TPR and FPR graphs obtained using simhash (Color figure online)

Among the Fig. 3, the blue line indicates the FPR obtained by simhash, and the orange line indicates the TPR obtained by the same way. It can be seen that the greater the value of the simhash value, the higher the TPR for the identification. But at the same time, the FPR also has a big rise in the trend. When the cutoff value of the simhash value is 30, the TPR can reach 99%, and the FPR will reach 59.09%. However the Logo will be used for falsification later, when the simhash cutoff value is 24, the TPR obtained is 93.93% and the FPR is 31.81%, the growth rate of FPR is less than the growth rate of TPR.

After adding the cookie and the logo information to judge, the method is compared with the method of identifying the website through host, and the obtained result is shown in Fig. 4.

Fig. 4.
figure 4

Identification comparison of homologous website algorithm with host (Color figure online)

In Fig. 4, the blue line indicates the ROC curve obtained by using the homologous website identification algorithm proposed in this paper, and the orange line indicates the ROC curve obtained by direct matching with the host. It can be seen intuitively that the AUC obtained by the simhash algorithm is much larger than the AUC obtained by using the host, which proves that the proposed algorithm has a better effect.

5 Conclusion

In view of the identification of specific websites, this paper uses the combination of active and passive to discover and record the key attributes of specific websites based on the content of http header and html files, and proves that this method is validity and accuracy to identify the website especially when the domain name/IP changes.

We have found that user detection and content publisher information for accessing specific websites can be reversed detected. For visitors, it is possible to capture the source IP/port as the traffic of the visitor and perform keyword matching on the access traffic, because the visitor often knows not only a specific website but also such a website. Have some understanding. For content publishers, when they post a malicious website, we have reason to believe that he has a tendency to post other malicious websites. Therefore, in the next step of the work, the two will be monitored to try to get the same type of malicious website.

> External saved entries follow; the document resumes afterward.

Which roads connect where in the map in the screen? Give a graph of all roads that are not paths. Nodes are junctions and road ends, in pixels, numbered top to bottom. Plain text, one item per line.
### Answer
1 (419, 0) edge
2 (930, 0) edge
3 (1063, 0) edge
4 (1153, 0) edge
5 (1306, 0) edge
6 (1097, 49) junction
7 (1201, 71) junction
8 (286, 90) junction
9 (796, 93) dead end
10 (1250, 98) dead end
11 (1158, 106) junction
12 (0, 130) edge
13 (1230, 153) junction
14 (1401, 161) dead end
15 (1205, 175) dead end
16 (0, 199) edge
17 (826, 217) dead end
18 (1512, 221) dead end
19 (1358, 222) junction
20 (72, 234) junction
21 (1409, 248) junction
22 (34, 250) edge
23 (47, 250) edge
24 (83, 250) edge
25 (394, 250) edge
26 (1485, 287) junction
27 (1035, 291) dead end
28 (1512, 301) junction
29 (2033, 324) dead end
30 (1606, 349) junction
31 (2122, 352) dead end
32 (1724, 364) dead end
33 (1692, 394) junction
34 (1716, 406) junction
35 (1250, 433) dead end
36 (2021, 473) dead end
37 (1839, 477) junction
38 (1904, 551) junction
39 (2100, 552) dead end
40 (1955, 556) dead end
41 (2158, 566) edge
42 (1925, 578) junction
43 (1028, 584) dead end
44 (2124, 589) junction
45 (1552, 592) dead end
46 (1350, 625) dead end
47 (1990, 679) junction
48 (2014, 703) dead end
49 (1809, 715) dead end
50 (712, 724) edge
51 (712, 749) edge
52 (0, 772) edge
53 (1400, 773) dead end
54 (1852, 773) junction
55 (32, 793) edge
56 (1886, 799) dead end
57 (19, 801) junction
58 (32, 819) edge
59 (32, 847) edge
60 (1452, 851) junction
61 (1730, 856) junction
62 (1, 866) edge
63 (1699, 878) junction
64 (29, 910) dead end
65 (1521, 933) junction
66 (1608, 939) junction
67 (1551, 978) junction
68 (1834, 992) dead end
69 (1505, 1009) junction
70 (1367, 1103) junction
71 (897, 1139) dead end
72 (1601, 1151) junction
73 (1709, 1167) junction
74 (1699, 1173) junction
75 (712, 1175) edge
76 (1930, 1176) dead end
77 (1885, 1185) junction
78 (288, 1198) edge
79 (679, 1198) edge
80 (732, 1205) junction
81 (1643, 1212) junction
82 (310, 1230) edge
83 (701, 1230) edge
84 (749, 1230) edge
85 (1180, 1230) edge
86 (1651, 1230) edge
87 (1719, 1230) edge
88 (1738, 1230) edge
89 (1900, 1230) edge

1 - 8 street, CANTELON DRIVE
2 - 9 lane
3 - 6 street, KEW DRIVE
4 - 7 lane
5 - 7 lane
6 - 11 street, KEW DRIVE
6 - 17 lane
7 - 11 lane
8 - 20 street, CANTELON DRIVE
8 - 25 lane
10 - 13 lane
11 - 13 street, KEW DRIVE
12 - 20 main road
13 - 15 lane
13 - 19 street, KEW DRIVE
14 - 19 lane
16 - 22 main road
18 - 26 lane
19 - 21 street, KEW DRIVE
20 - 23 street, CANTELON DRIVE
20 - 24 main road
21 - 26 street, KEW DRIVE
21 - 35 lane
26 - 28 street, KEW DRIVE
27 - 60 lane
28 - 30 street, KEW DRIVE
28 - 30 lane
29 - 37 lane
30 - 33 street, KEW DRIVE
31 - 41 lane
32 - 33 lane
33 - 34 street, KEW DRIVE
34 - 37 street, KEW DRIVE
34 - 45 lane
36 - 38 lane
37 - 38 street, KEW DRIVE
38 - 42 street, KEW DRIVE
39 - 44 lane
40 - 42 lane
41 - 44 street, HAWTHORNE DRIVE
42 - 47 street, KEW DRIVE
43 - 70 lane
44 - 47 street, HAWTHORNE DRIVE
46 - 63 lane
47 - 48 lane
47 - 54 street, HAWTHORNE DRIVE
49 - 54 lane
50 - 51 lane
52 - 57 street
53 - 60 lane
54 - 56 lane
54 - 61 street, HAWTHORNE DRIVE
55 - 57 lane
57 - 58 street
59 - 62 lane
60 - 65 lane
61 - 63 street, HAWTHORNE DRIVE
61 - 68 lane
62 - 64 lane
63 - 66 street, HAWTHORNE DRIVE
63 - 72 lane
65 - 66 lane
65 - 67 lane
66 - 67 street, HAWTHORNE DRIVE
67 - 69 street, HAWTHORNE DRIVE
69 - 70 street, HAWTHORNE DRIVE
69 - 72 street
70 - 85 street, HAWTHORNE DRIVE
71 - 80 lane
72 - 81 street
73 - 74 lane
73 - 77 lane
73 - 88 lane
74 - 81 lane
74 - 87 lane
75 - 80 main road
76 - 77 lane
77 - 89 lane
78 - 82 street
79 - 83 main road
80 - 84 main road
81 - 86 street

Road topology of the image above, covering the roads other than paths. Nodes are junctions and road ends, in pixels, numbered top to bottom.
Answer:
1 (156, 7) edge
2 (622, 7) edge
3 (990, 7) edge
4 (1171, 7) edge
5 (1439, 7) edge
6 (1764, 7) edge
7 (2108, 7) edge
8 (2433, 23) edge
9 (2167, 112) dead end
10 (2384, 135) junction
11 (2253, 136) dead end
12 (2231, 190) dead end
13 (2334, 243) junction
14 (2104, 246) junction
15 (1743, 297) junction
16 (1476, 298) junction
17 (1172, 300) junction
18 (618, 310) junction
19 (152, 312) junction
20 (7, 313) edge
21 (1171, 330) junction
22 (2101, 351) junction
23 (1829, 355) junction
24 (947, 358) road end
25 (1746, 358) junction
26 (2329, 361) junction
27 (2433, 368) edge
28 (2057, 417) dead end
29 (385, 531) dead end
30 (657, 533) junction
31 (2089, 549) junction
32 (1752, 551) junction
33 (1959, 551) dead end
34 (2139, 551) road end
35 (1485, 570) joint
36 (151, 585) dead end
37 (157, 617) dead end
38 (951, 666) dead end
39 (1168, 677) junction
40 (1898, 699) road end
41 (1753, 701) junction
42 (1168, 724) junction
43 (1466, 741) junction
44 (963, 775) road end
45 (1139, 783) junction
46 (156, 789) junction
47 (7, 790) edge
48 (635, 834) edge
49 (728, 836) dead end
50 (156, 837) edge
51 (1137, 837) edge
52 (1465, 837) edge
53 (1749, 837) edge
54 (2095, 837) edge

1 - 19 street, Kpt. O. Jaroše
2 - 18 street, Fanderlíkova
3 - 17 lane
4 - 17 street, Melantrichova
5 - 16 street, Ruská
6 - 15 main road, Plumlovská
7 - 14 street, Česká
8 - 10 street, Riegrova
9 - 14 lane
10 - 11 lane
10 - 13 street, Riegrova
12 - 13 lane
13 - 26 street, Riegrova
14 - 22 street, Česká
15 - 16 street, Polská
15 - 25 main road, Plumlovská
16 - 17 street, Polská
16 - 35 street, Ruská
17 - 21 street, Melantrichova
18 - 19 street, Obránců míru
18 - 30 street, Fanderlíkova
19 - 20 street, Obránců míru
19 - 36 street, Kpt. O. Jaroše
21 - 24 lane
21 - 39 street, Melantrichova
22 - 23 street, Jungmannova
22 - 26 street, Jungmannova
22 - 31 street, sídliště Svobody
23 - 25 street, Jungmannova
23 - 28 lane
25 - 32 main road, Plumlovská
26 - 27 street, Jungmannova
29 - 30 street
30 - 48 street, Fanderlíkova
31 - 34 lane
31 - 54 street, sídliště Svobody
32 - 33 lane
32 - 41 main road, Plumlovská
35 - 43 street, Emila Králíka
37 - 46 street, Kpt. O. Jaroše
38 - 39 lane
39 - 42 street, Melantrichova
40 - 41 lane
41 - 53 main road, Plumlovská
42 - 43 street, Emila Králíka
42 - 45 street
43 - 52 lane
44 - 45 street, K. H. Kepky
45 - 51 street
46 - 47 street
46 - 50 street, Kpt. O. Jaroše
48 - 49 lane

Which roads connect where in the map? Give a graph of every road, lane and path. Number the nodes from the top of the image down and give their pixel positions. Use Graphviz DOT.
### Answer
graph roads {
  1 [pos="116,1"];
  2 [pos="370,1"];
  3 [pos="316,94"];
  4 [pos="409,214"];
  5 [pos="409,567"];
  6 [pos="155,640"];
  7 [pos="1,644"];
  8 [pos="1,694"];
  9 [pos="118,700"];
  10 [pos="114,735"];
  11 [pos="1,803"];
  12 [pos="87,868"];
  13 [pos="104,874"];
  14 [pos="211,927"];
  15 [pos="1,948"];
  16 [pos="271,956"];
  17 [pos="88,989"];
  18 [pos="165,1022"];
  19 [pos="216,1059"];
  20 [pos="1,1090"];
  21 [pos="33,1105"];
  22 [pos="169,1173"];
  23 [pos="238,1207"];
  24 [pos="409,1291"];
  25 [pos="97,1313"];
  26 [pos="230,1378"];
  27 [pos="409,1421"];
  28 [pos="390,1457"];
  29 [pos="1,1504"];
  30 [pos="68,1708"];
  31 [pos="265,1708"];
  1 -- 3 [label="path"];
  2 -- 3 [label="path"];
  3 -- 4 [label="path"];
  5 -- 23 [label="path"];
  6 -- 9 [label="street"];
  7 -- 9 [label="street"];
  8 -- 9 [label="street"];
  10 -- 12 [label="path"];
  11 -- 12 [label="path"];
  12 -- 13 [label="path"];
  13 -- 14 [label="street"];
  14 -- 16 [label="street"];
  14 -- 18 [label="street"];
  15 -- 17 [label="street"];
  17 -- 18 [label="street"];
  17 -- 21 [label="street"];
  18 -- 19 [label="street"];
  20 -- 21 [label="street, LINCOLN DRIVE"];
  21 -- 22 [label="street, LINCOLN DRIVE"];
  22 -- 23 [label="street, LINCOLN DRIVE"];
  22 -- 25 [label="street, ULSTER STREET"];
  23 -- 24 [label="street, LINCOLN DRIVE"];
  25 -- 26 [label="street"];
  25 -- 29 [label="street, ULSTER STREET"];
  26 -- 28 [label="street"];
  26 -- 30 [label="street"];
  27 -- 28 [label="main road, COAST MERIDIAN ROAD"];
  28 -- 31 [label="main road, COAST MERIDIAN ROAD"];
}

Not only the user information, but also the statistical information obtained by analyzing the feature data set of a specific website has a great effect. For example, statistics on websites with domain name/IP changes are more likely to use information such as what kind of framework/server to build, and the threshold for the number of links to such sites. Although this information cannot be directly used to identify a website, it has a certain contribution to the identification of a website because it has these attributes. Later, through the machine learning method, the website feature information set can be directly reduced in dimension, and the identification with higher accuracy can be obtained. At the same time, statistics on the number of users and the number of visits to such sites can be used to estimate how much impact such sites can have.